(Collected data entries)

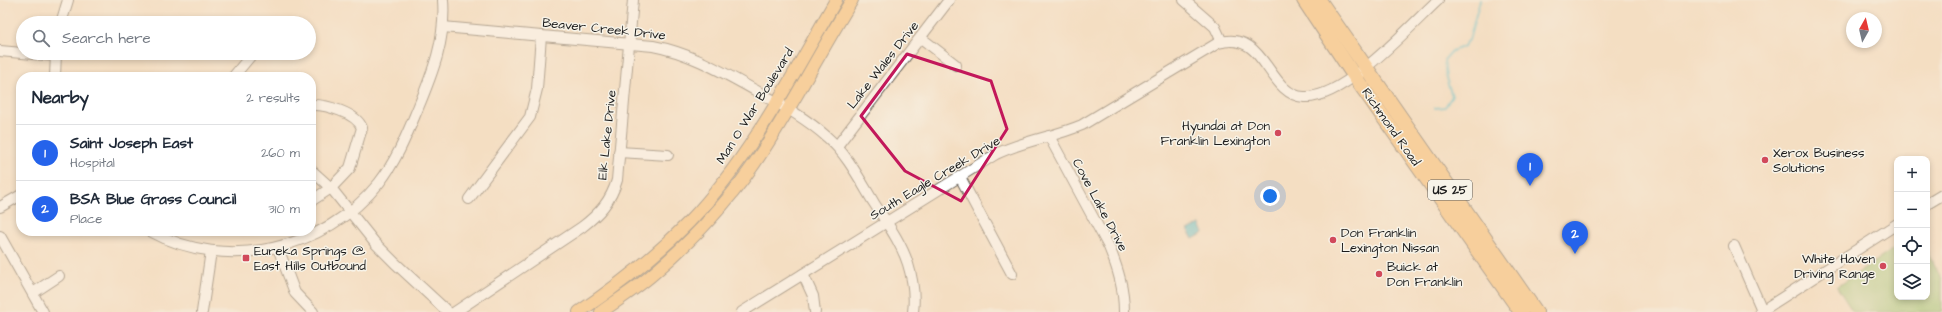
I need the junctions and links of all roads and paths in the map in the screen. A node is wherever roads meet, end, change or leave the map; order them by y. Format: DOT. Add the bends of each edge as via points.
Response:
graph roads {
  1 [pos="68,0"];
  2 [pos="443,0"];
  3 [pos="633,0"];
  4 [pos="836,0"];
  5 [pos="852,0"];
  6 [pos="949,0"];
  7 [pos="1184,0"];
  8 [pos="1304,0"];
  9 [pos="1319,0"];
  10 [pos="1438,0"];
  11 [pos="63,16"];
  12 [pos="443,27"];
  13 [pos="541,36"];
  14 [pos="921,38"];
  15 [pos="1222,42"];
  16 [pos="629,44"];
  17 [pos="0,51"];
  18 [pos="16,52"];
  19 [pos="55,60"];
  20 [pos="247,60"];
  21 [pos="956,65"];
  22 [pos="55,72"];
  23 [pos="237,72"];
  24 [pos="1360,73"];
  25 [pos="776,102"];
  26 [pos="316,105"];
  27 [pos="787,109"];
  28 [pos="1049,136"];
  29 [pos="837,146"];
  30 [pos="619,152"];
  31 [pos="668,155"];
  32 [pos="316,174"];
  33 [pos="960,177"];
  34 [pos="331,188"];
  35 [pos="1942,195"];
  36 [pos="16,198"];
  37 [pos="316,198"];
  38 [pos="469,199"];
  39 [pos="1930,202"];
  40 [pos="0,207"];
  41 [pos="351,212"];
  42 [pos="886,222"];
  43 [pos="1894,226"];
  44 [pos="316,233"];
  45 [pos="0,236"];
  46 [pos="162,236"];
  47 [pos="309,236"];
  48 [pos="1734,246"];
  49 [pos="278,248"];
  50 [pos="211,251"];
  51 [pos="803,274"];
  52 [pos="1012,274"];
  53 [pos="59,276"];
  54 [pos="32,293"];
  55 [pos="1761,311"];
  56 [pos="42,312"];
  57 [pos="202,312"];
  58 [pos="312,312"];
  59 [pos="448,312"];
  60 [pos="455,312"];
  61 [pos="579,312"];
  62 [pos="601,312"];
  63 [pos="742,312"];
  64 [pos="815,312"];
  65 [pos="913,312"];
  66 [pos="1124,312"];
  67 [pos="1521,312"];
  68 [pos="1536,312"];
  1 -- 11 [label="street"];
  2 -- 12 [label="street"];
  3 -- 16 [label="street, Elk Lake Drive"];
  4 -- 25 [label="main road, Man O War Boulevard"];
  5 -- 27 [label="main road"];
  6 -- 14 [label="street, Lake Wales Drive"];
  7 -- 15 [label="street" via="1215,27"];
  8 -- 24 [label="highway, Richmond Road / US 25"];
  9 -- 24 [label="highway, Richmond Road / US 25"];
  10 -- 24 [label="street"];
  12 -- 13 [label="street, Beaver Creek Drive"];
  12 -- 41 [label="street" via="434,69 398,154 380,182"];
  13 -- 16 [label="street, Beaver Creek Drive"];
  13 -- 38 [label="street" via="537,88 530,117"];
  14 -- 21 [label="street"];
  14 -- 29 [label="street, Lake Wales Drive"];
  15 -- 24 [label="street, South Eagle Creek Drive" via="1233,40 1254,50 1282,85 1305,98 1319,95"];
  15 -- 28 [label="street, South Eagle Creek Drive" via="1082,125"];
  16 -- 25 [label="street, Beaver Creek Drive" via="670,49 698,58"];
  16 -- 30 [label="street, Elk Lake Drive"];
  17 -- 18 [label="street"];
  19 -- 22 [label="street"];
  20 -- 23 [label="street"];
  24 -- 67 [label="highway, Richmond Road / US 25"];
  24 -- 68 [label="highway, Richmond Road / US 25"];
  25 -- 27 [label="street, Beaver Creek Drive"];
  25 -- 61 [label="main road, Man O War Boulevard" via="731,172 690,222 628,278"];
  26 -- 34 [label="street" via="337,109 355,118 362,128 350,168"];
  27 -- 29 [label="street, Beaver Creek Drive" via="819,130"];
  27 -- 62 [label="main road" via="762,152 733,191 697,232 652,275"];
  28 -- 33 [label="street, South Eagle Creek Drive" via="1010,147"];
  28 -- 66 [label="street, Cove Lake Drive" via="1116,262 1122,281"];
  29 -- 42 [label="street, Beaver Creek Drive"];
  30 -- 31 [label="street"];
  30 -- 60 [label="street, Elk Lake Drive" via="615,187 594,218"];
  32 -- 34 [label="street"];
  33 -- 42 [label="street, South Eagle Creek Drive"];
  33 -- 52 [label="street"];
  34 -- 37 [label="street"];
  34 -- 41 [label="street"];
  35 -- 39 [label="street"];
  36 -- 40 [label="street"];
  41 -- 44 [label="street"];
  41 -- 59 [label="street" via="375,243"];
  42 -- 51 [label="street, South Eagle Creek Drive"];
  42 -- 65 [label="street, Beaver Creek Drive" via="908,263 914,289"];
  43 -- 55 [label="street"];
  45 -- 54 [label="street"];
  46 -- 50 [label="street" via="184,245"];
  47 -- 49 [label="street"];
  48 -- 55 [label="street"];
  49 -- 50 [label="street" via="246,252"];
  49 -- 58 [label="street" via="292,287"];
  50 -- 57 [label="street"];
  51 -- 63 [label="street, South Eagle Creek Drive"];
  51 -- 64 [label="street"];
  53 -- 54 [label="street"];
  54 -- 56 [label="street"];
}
--
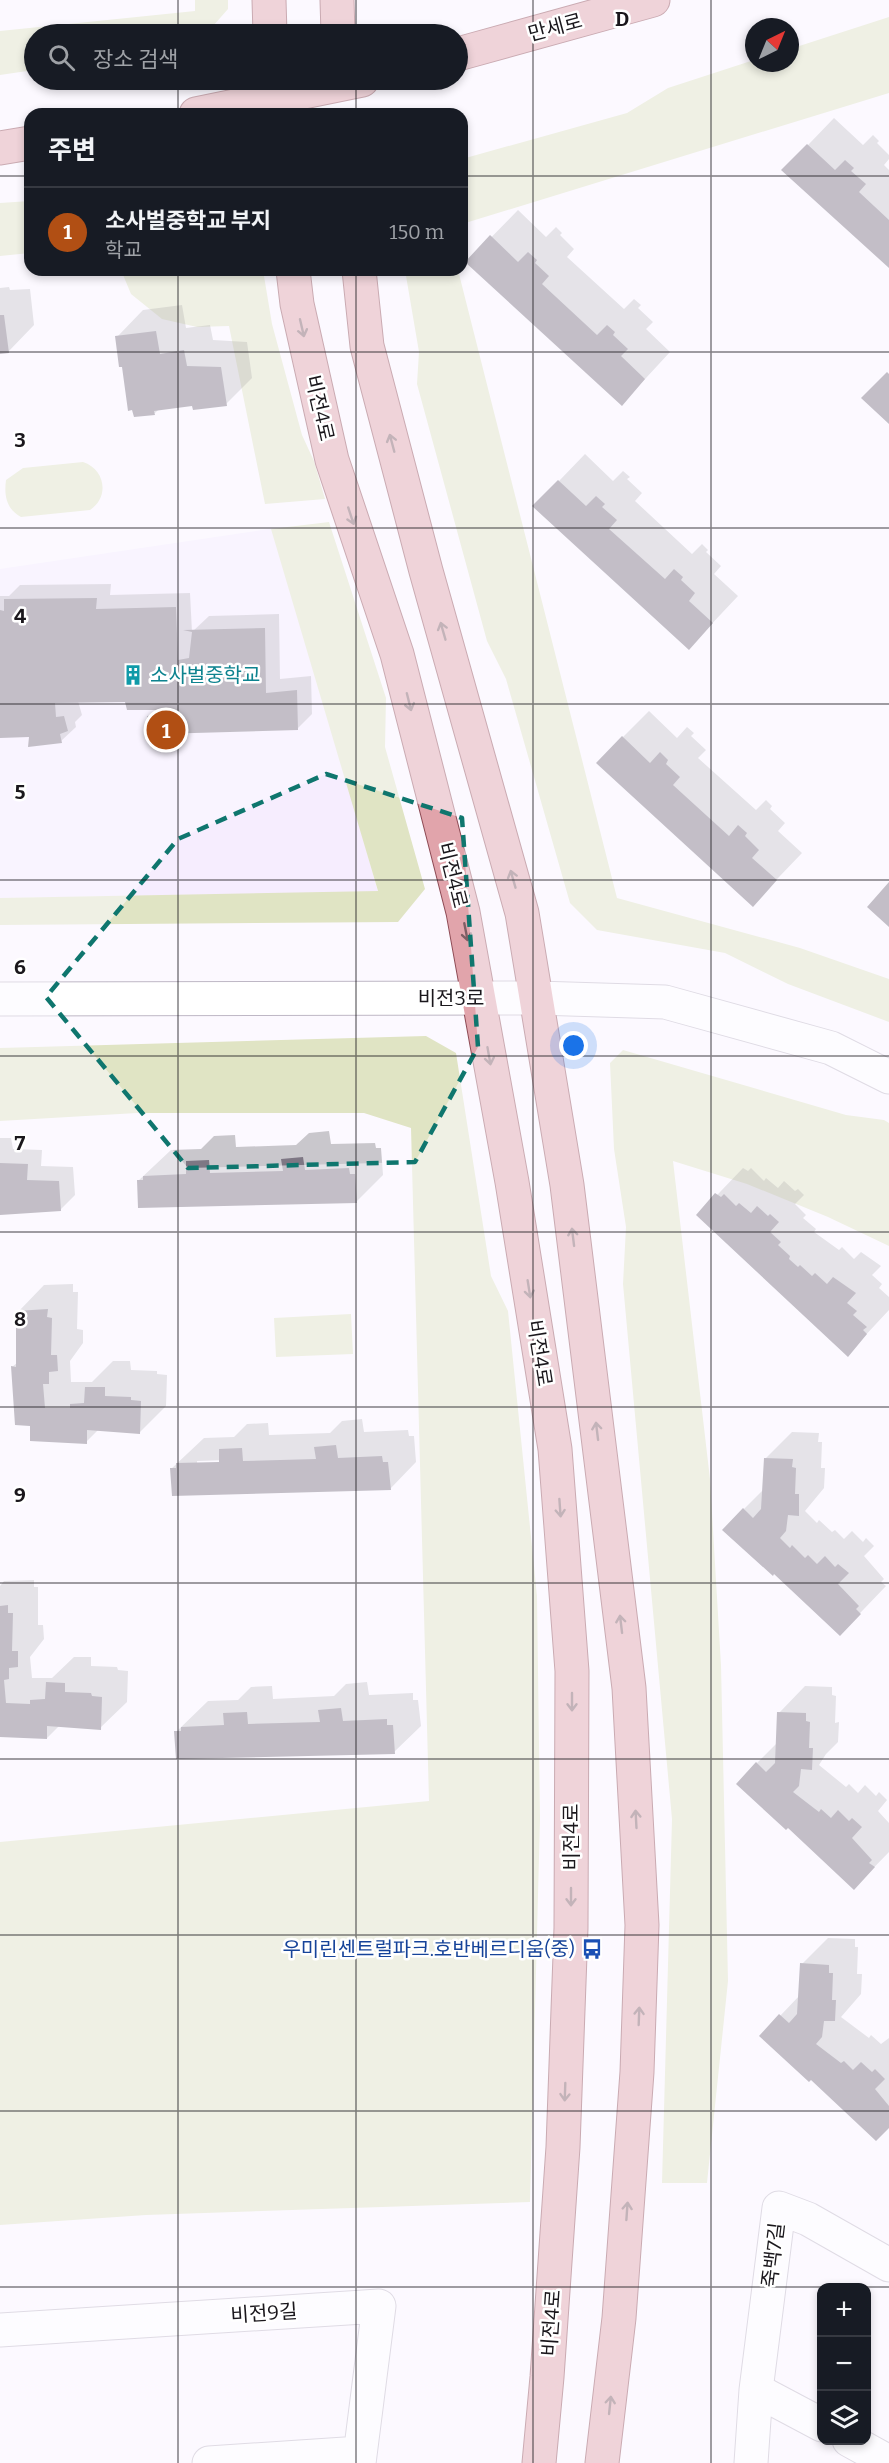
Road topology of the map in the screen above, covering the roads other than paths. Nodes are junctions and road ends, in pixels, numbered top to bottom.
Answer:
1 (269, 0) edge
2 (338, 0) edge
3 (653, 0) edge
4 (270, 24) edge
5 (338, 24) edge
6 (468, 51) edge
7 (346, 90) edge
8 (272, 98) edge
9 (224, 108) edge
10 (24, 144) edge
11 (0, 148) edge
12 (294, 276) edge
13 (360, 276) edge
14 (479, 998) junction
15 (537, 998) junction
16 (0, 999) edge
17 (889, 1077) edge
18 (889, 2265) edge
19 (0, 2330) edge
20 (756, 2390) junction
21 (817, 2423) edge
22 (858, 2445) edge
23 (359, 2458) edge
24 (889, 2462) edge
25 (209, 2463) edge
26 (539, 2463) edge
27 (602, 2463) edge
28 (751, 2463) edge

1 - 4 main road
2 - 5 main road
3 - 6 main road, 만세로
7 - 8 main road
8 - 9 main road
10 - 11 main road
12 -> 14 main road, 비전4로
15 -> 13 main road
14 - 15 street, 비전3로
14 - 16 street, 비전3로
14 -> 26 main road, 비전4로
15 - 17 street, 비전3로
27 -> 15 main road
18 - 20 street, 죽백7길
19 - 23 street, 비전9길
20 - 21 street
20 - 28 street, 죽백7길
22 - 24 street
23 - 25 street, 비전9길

### Task requirements:
Only the number of lines above that contain "Wales" should be given as the answer.

### Problem solution:
2